| Assignment |
Output the number of lines in the entries below with the string "function" in them, and nothing further.

[[ Input for this task open ]]

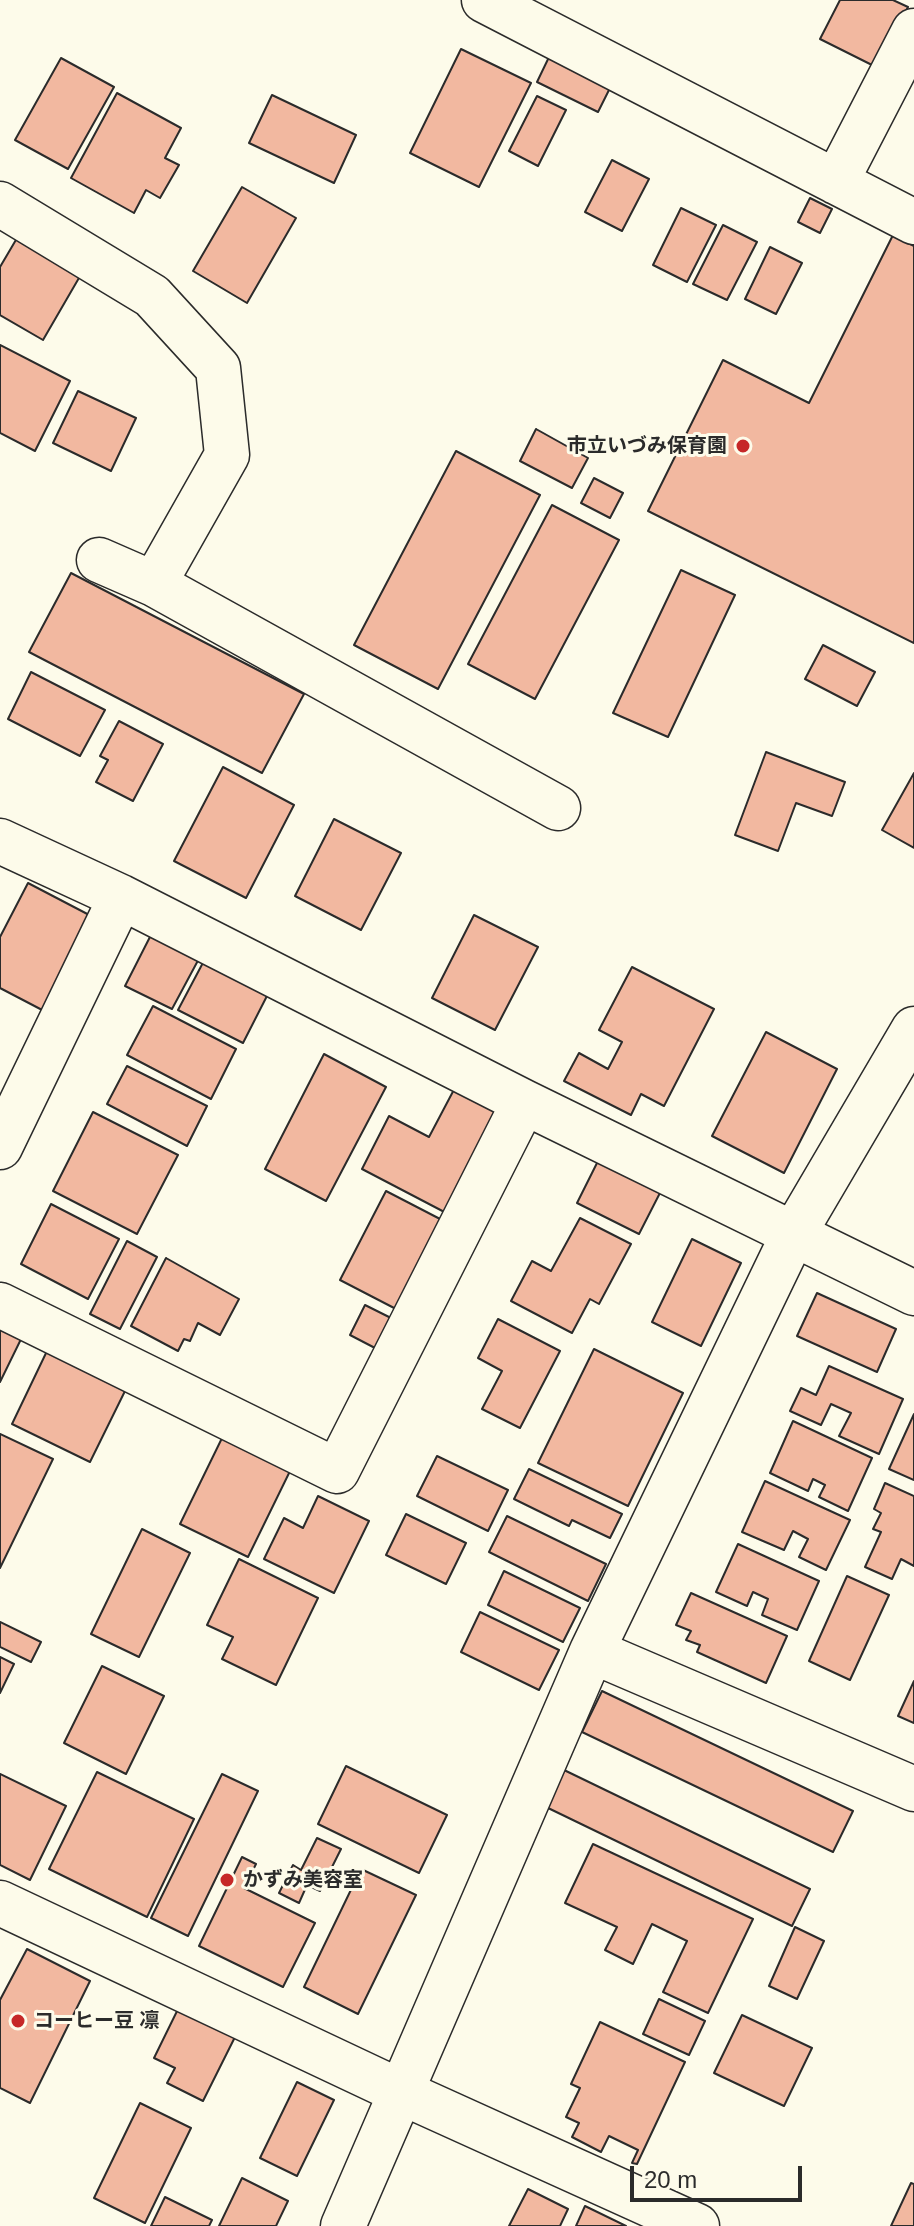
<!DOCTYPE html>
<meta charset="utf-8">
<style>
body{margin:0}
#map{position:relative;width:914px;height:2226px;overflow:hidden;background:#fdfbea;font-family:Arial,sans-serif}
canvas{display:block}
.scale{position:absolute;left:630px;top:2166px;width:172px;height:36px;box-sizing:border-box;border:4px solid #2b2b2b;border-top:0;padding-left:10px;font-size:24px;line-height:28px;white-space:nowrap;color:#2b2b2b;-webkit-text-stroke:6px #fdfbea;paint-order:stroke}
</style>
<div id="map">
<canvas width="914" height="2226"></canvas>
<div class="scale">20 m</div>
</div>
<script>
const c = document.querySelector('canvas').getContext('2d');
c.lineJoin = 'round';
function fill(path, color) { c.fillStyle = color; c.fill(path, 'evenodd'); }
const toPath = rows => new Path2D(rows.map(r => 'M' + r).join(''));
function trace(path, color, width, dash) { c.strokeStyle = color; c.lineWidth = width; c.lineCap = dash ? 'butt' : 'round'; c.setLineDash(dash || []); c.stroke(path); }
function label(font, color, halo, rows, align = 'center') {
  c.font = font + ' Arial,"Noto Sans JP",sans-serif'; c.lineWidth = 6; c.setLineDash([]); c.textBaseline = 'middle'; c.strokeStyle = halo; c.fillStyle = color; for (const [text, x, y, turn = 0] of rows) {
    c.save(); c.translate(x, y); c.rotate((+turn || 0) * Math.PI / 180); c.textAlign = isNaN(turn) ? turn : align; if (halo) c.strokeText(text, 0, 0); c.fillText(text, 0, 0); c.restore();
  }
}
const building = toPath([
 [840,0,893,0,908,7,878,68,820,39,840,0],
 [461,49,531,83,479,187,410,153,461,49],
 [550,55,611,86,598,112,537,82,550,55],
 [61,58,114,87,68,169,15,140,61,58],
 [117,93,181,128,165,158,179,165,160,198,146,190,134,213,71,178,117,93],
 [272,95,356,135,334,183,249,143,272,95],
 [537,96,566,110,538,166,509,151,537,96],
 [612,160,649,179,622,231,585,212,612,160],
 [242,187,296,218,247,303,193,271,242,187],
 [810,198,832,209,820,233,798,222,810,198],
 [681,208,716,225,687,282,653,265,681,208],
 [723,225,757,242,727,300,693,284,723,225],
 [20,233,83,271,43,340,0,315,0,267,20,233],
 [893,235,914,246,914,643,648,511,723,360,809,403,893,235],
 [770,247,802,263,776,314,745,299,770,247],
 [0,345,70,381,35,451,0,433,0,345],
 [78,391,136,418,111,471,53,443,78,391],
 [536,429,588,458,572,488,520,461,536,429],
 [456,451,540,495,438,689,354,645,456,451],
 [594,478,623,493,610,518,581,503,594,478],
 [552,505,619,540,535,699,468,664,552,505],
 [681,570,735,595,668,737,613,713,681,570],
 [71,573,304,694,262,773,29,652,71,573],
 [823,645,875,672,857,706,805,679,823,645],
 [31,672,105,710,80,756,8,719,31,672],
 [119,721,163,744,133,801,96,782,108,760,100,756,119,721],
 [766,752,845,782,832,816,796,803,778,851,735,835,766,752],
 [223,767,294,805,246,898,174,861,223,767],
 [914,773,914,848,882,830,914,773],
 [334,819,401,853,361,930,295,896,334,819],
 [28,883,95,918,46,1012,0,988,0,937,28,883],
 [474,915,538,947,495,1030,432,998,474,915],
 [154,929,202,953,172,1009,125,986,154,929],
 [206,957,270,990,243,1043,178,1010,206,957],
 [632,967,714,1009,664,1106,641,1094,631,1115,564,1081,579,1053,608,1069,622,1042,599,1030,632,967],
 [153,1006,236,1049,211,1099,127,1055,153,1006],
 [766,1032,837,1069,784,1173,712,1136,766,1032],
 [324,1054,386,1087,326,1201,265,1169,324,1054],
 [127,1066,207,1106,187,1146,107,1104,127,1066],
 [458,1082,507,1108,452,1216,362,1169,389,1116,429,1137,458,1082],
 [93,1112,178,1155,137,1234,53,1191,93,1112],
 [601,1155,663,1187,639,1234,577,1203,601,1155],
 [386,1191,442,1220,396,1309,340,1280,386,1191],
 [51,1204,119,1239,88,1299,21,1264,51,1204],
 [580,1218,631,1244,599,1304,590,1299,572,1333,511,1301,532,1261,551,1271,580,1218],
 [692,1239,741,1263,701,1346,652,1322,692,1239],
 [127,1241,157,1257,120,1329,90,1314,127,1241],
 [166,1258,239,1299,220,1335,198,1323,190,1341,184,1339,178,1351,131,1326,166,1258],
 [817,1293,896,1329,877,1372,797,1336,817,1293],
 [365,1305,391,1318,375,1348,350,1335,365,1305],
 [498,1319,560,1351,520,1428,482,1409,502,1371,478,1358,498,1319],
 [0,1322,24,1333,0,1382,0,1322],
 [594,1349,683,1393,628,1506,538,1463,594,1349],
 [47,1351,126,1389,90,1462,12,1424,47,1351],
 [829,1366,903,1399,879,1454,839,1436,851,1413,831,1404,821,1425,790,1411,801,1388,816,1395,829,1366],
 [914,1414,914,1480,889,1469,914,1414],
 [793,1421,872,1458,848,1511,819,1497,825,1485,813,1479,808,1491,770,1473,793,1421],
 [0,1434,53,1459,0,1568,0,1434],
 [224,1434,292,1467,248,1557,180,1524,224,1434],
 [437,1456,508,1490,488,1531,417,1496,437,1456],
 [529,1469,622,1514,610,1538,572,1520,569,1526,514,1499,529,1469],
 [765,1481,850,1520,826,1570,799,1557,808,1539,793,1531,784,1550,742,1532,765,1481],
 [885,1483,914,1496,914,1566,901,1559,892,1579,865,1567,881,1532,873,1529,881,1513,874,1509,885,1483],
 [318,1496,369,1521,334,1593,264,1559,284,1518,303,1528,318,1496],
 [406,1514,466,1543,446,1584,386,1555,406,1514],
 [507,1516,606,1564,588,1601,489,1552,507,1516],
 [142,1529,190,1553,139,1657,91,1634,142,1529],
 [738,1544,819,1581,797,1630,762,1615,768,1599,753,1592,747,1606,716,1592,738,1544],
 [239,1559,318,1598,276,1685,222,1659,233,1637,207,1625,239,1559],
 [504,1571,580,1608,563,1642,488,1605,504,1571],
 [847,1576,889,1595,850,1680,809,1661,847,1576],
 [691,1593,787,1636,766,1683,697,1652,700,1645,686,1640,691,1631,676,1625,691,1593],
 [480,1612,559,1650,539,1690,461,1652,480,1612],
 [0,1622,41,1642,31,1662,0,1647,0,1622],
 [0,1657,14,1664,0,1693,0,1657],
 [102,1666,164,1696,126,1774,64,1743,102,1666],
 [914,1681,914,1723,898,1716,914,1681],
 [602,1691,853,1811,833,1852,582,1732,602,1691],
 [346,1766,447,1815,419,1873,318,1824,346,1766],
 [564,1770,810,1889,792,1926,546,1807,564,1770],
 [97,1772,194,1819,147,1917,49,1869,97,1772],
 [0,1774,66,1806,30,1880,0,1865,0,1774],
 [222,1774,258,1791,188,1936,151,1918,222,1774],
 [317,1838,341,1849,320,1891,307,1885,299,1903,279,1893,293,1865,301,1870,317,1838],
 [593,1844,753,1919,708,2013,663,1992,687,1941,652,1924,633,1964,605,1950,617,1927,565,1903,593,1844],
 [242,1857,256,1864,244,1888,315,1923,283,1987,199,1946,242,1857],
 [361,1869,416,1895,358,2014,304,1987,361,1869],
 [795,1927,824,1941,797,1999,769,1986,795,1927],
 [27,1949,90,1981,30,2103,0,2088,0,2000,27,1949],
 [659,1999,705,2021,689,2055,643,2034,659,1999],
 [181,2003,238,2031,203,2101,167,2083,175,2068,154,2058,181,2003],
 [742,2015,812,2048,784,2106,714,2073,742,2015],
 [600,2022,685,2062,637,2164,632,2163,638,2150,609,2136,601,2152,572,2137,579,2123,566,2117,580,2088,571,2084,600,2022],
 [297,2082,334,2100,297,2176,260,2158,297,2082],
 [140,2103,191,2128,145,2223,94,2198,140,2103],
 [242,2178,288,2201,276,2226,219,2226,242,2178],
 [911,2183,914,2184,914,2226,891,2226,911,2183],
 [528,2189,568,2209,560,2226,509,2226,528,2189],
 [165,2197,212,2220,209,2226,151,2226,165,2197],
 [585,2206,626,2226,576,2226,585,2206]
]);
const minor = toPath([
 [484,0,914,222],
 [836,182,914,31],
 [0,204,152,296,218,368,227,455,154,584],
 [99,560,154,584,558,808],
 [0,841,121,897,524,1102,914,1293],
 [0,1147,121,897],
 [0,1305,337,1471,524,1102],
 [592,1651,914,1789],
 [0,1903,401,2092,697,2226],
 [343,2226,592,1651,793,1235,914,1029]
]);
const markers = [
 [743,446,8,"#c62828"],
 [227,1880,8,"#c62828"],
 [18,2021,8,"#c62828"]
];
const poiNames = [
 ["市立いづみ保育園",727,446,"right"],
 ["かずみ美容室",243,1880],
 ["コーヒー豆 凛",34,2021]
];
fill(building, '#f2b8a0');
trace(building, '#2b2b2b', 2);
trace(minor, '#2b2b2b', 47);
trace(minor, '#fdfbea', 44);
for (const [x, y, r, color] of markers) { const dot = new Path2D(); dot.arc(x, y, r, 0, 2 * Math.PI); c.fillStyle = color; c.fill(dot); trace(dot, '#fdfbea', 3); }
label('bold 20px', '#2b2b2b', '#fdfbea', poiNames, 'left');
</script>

[[ Input for this task closed ]]

| Output for this task |
3